Nasza Loteria SR - pasek na kartach artykułów

Ta zima bez śniegu? Za to mamy piękną jesień (PROGNOZY SYNOPTYKA)

Weronika Skupin
Rok temu pogoda zwariowała w Poniedziałek Wielkanocny - wtedy lepiliśmy zajączki ze śniegu. Więcej zdjęć: Lany poniedziałek pod śniegiem. Wielkanoc we Wrocławiu zimowa (ZDJĘCIA)
Rok temu pogoda zwariowała w Poniedziałek Wielkanocny - wtedy lepiliśmy zajączki ze śniegu. Więcej zdjęć: Lany poniedziałek pod śniegiem. Wielkanoc we Wrocławiu zimowa (ZDJĘCIA) Jarosław Jakubczak
Tej zimy we Wrocławiu nie spadnie już ani jeden płatek śniegu? To możliwe, choć wydaje się nieprawdopodobne. Na razie prognozy długoterminowe sięgają najwyżej około 10 dni naprzód. Dla Instytutu Meteorologii i Gospodarki Wodnej pewne jest więc, że zima została odwołana co najmniej na kolejne dziesięć dni. Do wtorku 21 stycznia według synoptyków popada co najwyżej deszcz.

– Zimy w najbliższym tygodniu nie będzie. Także za tydzień, w niedzielę, poniedziałek i wtorek [19-21 stycznia] nie spadnie śnieg – zapowiada Piotr Mańczak, dyżurny synoptyk Instytutu Meteorologii i Gospodarki Wodnej we Wrocławiu.

Synoptyk przyznaje, że jeszcze kilka dni temu długoterminowe prognozy mówiły o śniegu w środku tygodnia, ale prognozy są bardzo zmienne - jest już jasne, że zamiast zimnego wyżu znad Skandynawii nad Polską w najbliższych dniach będzie dominował ciepły niż atlantycki znad Islandii.

– Jeśli w przyszłym tygodniu nastąpią we Wrocławiu opady, to tylko deszczu lub mżawki. Temperatura maksymalna w dzień wyniesie 3-6 stopni, a minimalna w nocy od -3 do plus 2 stopni Celsjusza. Opadów śniegu na Dolnym Śląsku należy się spodziewać jedynie w górach – prognozuje Piotr Mańczak.

Kolejny tydzień też zapowiada się łagodnie. – Utrzymywać się będzie trend bardzo łagodnej zimy, a właściwie jesieni – mówi Mańczak. – Nie są to zimowe temperatury – wyjaśnia.

Czy w Polsce zimy będą coraz łagodniejsze?
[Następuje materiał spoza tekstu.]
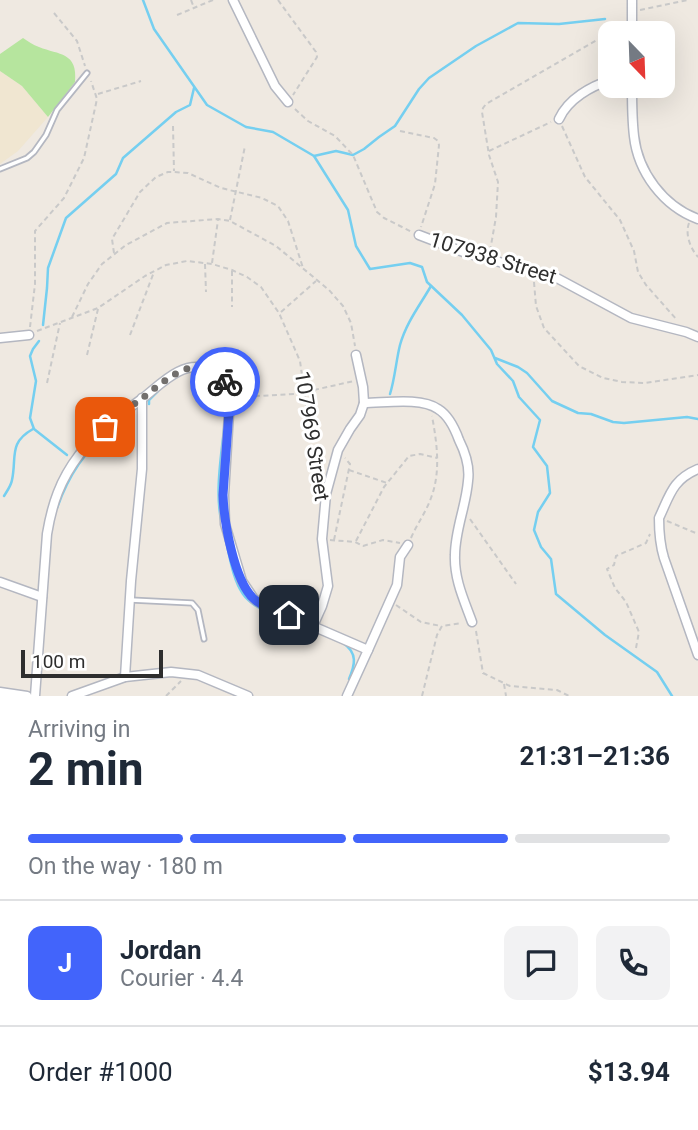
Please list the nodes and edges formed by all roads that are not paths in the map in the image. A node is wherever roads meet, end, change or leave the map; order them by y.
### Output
1 (233, 0) edge
2 (632, 0) edge
3 (632, 21) edge
4 (87, 73) road end
5 (598, 86) edge
6 (632, 98) edge
7 (288, 102) road end
8 (559, 119) road end
9 (0, 169) edge
10 (695, 217) edge
11 (419, 235) road end
12 (29, 335) road end
13 (698, 337) edge
14 (0, 338) edge
15 (356, 355) road end
16 (142, 398) junction
17 (364, 402) junction
18 (698, 469) edge
19 (408, 545) road end
20 (0, 582) edge
21 (43, 597) junction
22 (130, 600) junction
23 (472, 622) road end
24 (313, 626) junction
25 (204, 639) dead end
26 (368, 650) junction
27 (698, 655) edge
28 (125, 677) junction
29 (0, 691) edge
30 (27, 696) edge
31 (35, 696) edge
32 (72, 696) edge
33 (247, 696) edge
34 (347, 696) edge

1 - 7 street
2 - 3 street
4 - 9 lane
5 - 8 street
6 - 10 street
11 - 13 street, 107938 Street
12 - 14 street
15 - 17 street
16 - 21 street
16 - 22 street
16 - 24 street
17 - 23 street
17 - 24 street, 107969 Street
18 - 27 street
19 - 26 street
20 - 21 street
21 - 31 street
22 - 25 lane
22 - 28 street
24 - 26 street
26 - 34 street
28 - 32 street
28 - 33 street
29 - 30 street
Może to globalne ocieplenie? Rok temu święta Bożego Narodzenia nie były białe, za to pogoda zwariowała w Poniedziałek Wielkanocny, który wypadł akurat 1 kwietnia w Prima Aprilis - wtedy lepiliśmy zajączki ze śniegu.

Zobacz: Lany poniedziałek pod śniegiem. Wielkanoc we Wrocławiu zimowa (ZDJĘCIA)

– Gdy patrzymy na wcześniejsze lata, we Wrocławiu przeplatały się zimy bardzo łagodne i bardzo mroźne. Nie można ostatnich ciepłych zim tłumaczyć globalnym ociepleniem - wystarczy spojrzeć, co się dzieje w USA i Kanadzie. To globalny układ, który w tym roku ściąga mróz nad Stany Zjednoczone, a ciepłe masy powietrza nad Europę – wyjaśnia Mańczak.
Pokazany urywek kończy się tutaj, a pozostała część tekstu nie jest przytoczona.